The context of this work lies in the extreme notion of a digital life, or a digital representation of life. This notion seemed difficult to grasp for people introduced later in life to virtual reality, owning (a license for) digital media, social networking websites and advanced artificial intelligence in video games. Yet for anyone born after circa 1996, these ideas form the foundations of their acceptance of a very small and blurred boundary between real, unreal and physical and virtual. In the works’ current form, it is most suitable for fixed listening of some sort. With the inclusion of n more mother’s and three daughters’ DNA files, the Max/MSP patch could be installed in a gallery and could run through the DNA of family after family. It could even be linked to a network so as to update its database of DNA when more became available.

Listening to the piece in a space at least 5 metres squared at a volume you could just about talk over allows the listener to move around the speaker array and observe overlapping aural arenas of each cow with out too much interference from the room itself (listening in an acoustically controlled studio is helpful). This size of room and volume is preferred to limit (but not destroy) the overlapping of these aural arenas and to preserve the mono quality of each speaker. It is suggested that the listener begin by familiarising themselves with the sound of the mother, followed by her three daughters and lastly the sound of the three predicted daughters by standing in close proximity to the relevant speaker. The listener might then explore the overlap that should occur in a vertical line (shown on the speaker configuration diagram as the interphonic knot (The Sonic Composition of the City in The Auditory Culture Reader Jean-Paul Thibaud 2003: p.335)) through the middle of the speakers. Moving in and around this line is perhaps the most interesting activity as the relative differences (and extreme similarities) are not only most apparent here, but can also be changed dynamically by moving around the space.

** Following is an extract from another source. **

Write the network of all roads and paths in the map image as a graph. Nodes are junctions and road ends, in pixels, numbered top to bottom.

The Max/MSP patch is laid out in the same way as the speaker array with outputs 1-7 matching up with the numbered speakers in the SPEAKER CONFIGURATION diagram below. Pressing space bar will start the sequence and a silence of anywhere up to thirty seconds can be expected before any audio is heard. Additionally there is a bar at the top of the patch that charts the progression of the nine minutes; the blue LEDs in the centre will also go out when the piece is finished.

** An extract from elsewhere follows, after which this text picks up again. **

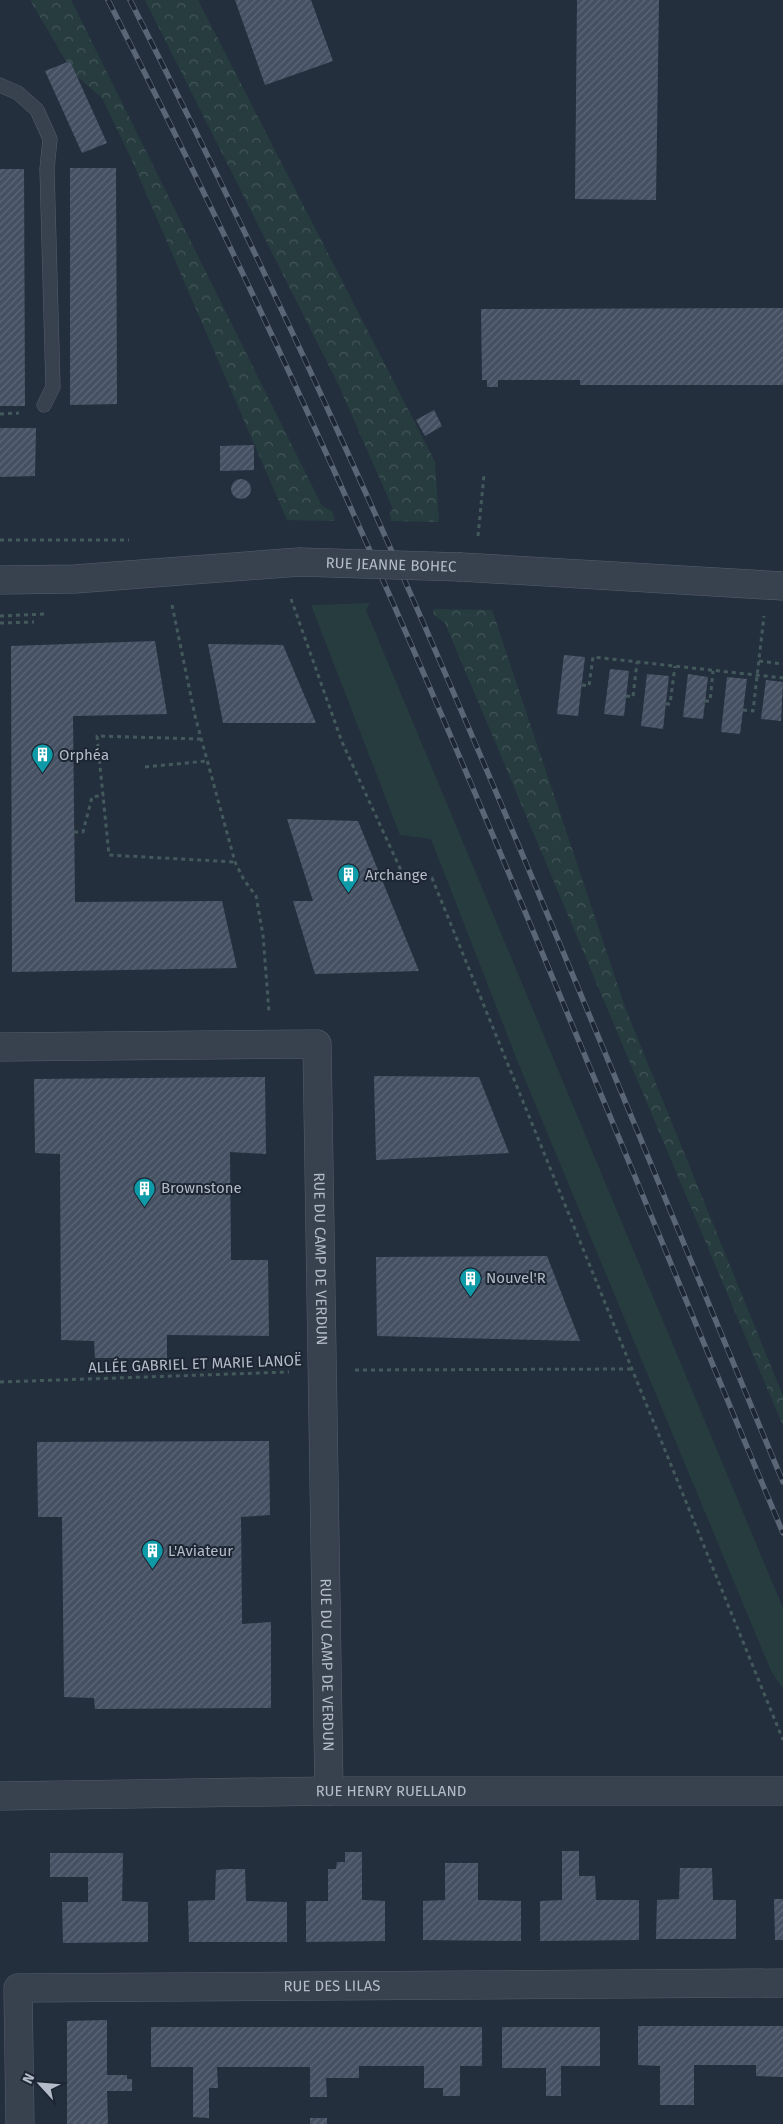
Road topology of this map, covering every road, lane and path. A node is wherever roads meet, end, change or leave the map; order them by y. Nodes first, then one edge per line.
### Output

I would like to thank the Scottish Agricultural College (SAC) for the use of DNA data from four anonymous cows from their Langhill lines of dairy cows.


*1: The process of cell division is called mitosis where the DNA strands separate, move to opposite ends of the cell and the cell membrane closes around each end, making two new cells.

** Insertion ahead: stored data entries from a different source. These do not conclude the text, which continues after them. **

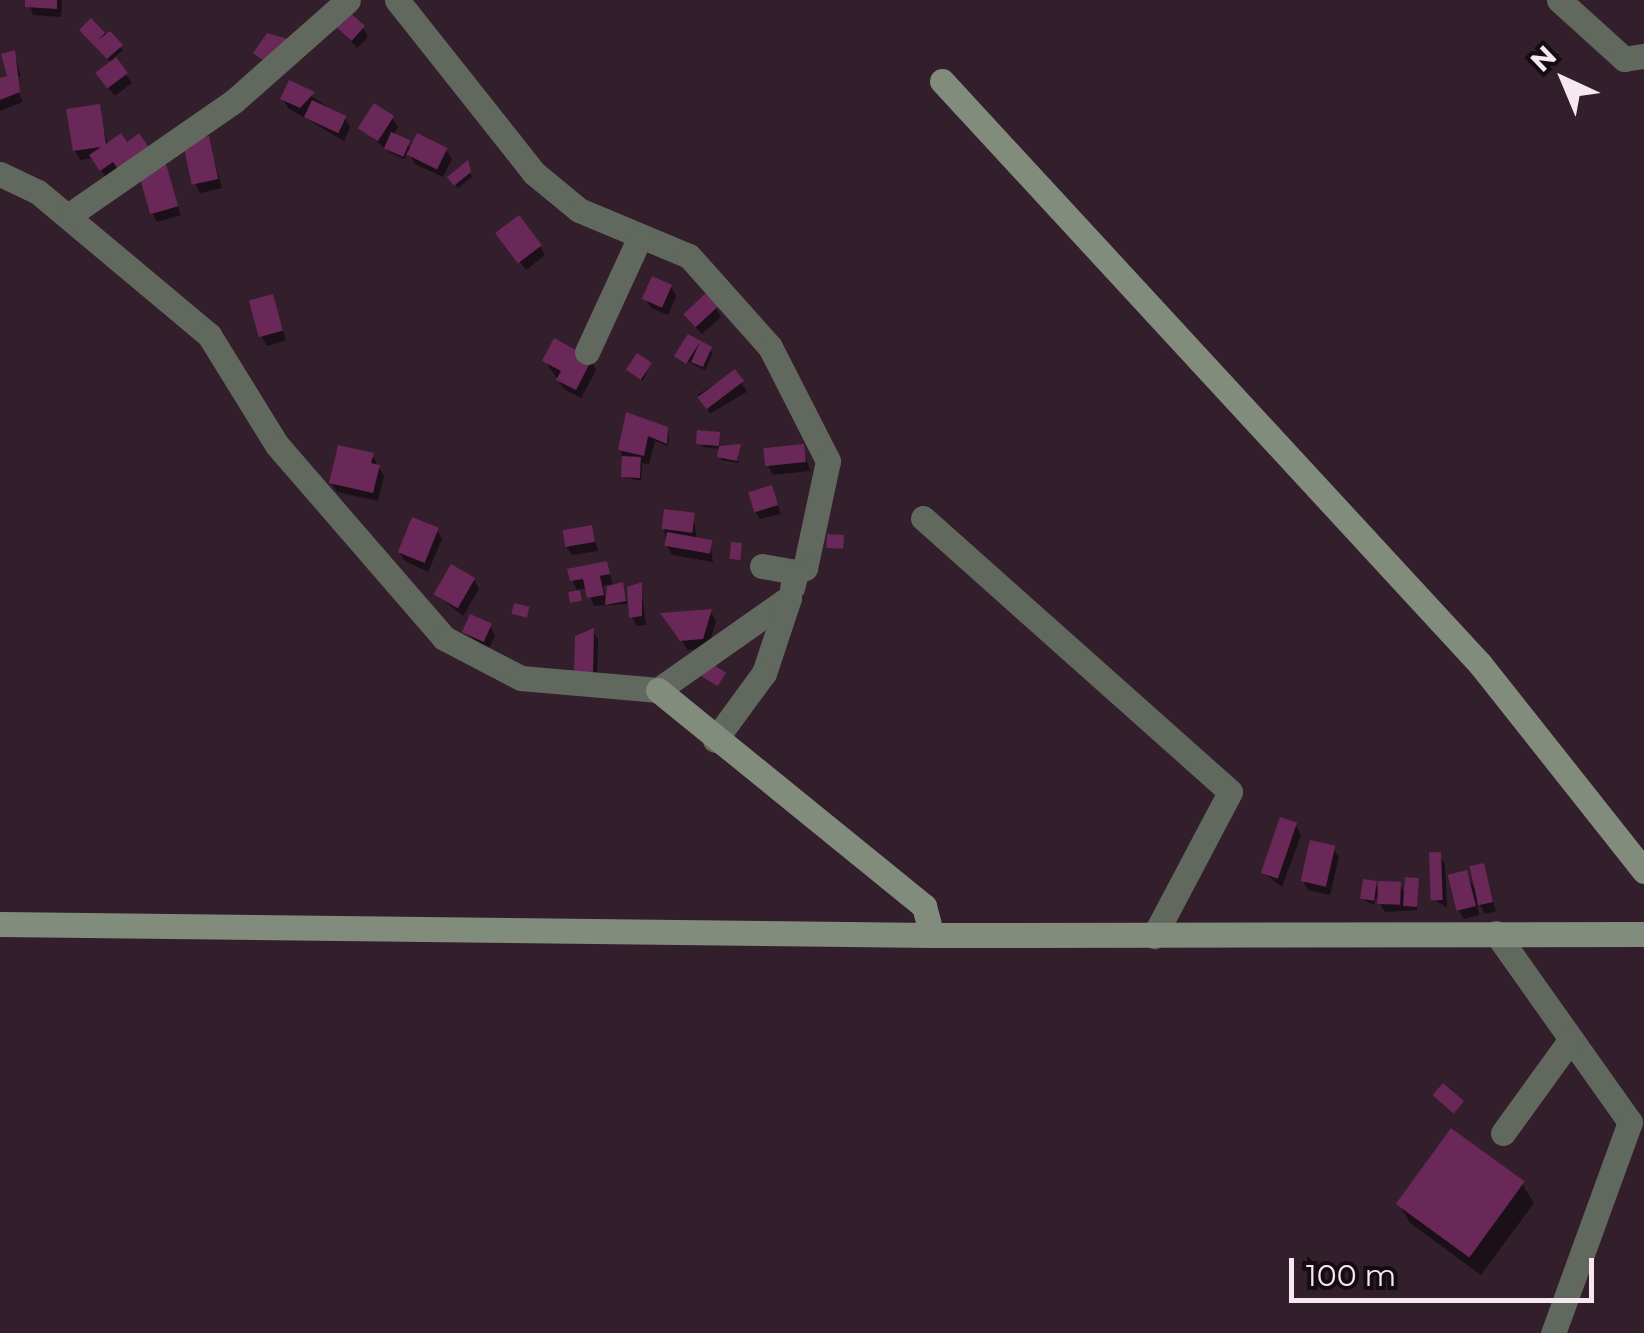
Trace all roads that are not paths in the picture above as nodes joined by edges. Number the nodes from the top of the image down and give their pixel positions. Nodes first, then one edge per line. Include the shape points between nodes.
1 (348, 0) edge
2 (397, 0) edge
3 (1559, 0) edge
4 (1644, 56) edge
5 (942, 81) dead end
6 (0, 174) edge
7 (68, 216) junction
8 (640, 239) junction
9 (586, 352) dead end
10 (923, 518) dead end
11 (762, 566) dead end
12 (796, 572) junction
13 (789, 598) junction
14 (658, 690) junction
15 (715, 740) junction
16 (1644, 871) edge
17 (0, 924) edge
18 (1496, 933) junction
19 (1644, 934) edge
20 (932, 935) junction
21 (1154, 936) junction
22 (1570, 1039) junction
23 (1503, 1133) dead end
24 (1553, 1333) edge

1 - 7 street via 234,101
2 - 8 street via 534,173 579,210
3 - 4 street via 1624,59
5 - 16 street via 1480,664
6 - 7 street
7 - 14 street via 209,335 278,445 352,540 444,638 521,678
8 - 9 street
8 - 12 street via 689,256 737,303 770,347 828,461 806,568
10 - 21 street via 1230,792
11 - 12 street
12 - 13 street
13 - 14 street
13 - 15 street via 764,672
14 - 15 street
15 - 20 street via 924,906
17 - 20 street
18 - 19 street
18 - 21 street
18 - 22 street
20 - 21 street
22 - 23 street
22 - 24 street via 1630,1122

*2: Upon inspecting the included data of the 54,000 base pairs taken from a mother and her three daughters it may seem confusing that A appears able to bind with C, G and T and indeed, that all sixteen combinations of amino acids appear to be present. This data actually represents 54,000 base pairs taken from two chromosomes (in the text document: one chromosome is on the left, the other chromosome on the right). Since A will only bind with T, the data only requires one letter per base pair as we always know what the other letter will be.

*3: Humans share about 95% of their genes with fish demonstrating that very small changes in a DNA sequence produces large variation in the final organism. Animals have about three billion base pairs and may differ between each other at only one million of these. However, this small group of differing genes may govern how the remaining shared genes operate. The genes are not immune; they can be transformed by the mother’s uterus and be passed on to offspring in an altered fashion. If that alteration is not favourable then death is inevitable, but out of all successful pregnancies comes variation, and improvement, hence evolution.